I really need some help here.

The installer sets up my language, keyboard etc. It then says it can't detect a "common CD-ROM drive". I have no idea why it's trying to do this at this point, or why it can't detect the drive it's just booted off.

Linux didn't load linux from the CD into RAM. The bootloader did. For
Linux to be able to see the cdrom, it needs the proper cdrom modules.

 The manual doesn't mention this step, as far as I can tell.
Anyway it asks me if I want to install a driver on a floppy (which of course the iMac doesn't have), or do a netinstall.
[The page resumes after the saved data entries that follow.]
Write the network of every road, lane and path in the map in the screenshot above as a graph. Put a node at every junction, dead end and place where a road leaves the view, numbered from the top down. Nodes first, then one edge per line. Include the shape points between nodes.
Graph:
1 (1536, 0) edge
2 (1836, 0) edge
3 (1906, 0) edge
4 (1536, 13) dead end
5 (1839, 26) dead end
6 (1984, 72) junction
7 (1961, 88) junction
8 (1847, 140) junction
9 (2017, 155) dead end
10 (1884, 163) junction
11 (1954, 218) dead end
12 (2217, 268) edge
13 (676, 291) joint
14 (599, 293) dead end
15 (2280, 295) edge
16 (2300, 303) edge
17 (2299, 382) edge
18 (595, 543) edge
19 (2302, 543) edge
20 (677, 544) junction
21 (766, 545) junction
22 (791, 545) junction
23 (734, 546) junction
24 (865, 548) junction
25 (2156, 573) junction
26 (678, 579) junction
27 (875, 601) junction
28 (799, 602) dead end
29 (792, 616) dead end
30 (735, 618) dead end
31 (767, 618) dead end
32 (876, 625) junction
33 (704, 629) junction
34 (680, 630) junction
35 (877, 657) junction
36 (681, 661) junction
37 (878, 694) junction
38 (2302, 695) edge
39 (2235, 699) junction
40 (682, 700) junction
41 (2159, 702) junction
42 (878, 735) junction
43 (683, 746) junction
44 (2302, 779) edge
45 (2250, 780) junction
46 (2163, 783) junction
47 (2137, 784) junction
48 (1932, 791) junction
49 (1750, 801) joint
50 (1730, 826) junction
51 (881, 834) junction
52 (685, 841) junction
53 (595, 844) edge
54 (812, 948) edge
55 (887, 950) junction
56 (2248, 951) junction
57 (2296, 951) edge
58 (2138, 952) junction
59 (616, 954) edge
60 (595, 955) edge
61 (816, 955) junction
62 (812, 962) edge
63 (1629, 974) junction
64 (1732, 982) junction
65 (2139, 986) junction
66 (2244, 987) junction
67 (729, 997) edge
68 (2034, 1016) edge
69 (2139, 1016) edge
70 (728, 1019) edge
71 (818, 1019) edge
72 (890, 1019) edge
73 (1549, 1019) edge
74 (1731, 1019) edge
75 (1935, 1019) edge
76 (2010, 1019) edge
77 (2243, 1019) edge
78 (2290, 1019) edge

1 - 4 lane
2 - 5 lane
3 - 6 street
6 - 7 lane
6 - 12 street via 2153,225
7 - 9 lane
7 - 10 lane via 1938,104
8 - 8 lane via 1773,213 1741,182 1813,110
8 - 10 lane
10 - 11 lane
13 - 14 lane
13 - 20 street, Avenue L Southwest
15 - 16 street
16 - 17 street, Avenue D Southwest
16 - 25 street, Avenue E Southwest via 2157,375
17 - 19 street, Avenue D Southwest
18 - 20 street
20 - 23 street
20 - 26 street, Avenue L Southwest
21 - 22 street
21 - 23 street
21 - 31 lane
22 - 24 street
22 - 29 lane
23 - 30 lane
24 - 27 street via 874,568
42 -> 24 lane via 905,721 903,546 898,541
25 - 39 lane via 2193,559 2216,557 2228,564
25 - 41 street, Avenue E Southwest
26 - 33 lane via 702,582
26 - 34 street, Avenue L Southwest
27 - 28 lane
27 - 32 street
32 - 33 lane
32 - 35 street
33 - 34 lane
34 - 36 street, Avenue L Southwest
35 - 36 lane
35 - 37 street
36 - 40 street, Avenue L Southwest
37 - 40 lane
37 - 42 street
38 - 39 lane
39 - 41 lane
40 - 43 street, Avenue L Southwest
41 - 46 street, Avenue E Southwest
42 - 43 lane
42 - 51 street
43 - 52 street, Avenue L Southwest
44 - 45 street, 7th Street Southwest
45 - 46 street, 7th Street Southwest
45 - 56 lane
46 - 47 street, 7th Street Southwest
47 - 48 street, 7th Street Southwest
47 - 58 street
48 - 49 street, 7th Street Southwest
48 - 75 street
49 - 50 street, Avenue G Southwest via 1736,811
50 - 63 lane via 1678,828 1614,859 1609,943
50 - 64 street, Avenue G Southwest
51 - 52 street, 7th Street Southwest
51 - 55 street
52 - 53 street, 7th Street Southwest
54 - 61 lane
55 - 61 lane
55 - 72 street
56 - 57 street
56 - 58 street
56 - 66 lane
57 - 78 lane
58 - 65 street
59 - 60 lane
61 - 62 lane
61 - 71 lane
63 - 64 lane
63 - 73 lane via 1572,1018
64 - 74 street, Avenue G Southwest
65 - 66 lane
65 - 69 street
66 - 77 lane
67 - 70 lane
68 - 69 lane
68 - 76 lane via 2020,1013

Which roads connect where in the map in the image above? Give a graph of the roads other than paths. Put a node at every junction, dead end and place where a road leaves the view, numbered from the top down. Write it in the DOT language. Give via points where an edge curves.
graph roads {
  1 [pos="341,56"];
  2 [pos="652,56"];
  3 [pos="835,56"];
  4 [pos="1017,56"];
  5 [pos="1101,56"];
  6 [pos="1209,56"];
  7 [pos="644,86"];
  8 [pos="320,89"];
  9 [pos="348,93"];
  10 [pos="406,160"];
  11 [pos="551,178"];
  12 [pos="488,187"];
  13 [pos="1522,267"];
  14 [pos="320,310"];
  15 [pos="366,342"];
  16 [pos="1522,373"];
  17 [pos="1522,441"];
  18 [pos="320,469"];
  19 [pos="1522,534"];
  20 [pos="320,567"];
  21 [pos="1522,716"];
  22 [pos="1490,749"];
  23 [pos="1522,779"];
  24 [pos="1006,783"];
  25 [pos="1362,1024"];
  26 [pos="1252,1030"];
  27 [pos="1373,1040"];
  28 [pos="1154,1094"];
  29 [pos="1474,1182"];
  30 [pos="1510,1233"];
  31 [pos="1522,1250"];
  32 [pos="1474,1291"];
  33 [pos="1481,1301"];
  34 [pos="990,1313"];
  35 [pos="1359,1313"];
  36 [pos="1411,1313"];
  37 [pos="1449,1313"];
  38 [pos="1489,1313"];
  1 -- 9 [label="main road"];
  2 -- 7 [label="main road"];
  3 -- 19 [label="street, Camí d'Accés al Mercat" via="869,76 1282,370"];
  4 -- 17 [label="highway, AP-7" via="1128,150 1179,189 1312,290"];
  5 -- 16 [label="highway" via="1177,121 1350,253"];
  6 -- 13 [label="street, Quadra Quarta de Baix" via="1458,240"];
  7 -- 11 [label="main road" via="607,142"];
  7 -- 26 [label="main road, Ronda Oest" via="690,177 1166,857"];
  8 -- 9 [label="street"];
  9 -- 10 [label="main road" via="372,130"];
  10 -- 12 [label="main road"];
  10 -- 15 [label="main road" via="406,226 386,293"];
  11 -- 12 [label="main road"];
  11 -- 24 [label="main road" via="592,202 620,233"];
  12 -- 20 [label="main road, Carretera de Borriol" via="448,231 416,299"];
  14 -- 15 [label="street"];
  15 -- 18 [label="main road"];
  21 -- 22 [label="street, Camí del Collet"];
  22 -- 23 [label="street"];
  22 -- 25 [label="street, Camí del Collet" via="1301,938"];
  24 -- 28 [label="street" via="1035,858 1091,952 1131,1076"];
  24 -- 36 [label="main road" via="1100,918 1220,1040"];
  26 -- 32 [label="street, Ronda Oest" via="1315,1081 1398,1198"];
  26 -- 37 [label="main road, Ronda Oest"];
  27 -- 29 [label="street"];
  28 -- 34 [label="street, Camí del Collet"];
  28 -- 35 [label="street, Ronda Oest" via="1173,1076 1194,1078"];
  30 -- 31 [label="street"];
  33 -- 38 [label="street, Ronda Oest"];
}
Well of course I'm TRYING to do a netinstall!!!

It was quite some time since I explored this, but I think the
netinstall flavour of debian-installer means:
1. Boot the installer from cd (or usb, or whatever your installation medium is)
2. load packages in "base" from cd
3. load all other packages from internet.

For step 2 to work, the cdrom-module Linux needs to read from your
CD-device must be available in the initrd, which is loaded into RAM by
the bootloader.

So to solve the issue, find out what the driver is needed and file a
bug-report that the driver is not included in the initrd.

It also says I can manually pick a driver from the /dev directory. On looking there, I don't see anything that looks like ATA.

(re)post this message on debian-boot if you haven't already. This "pick a
driver from /dev" is news to me, can't help you with that one.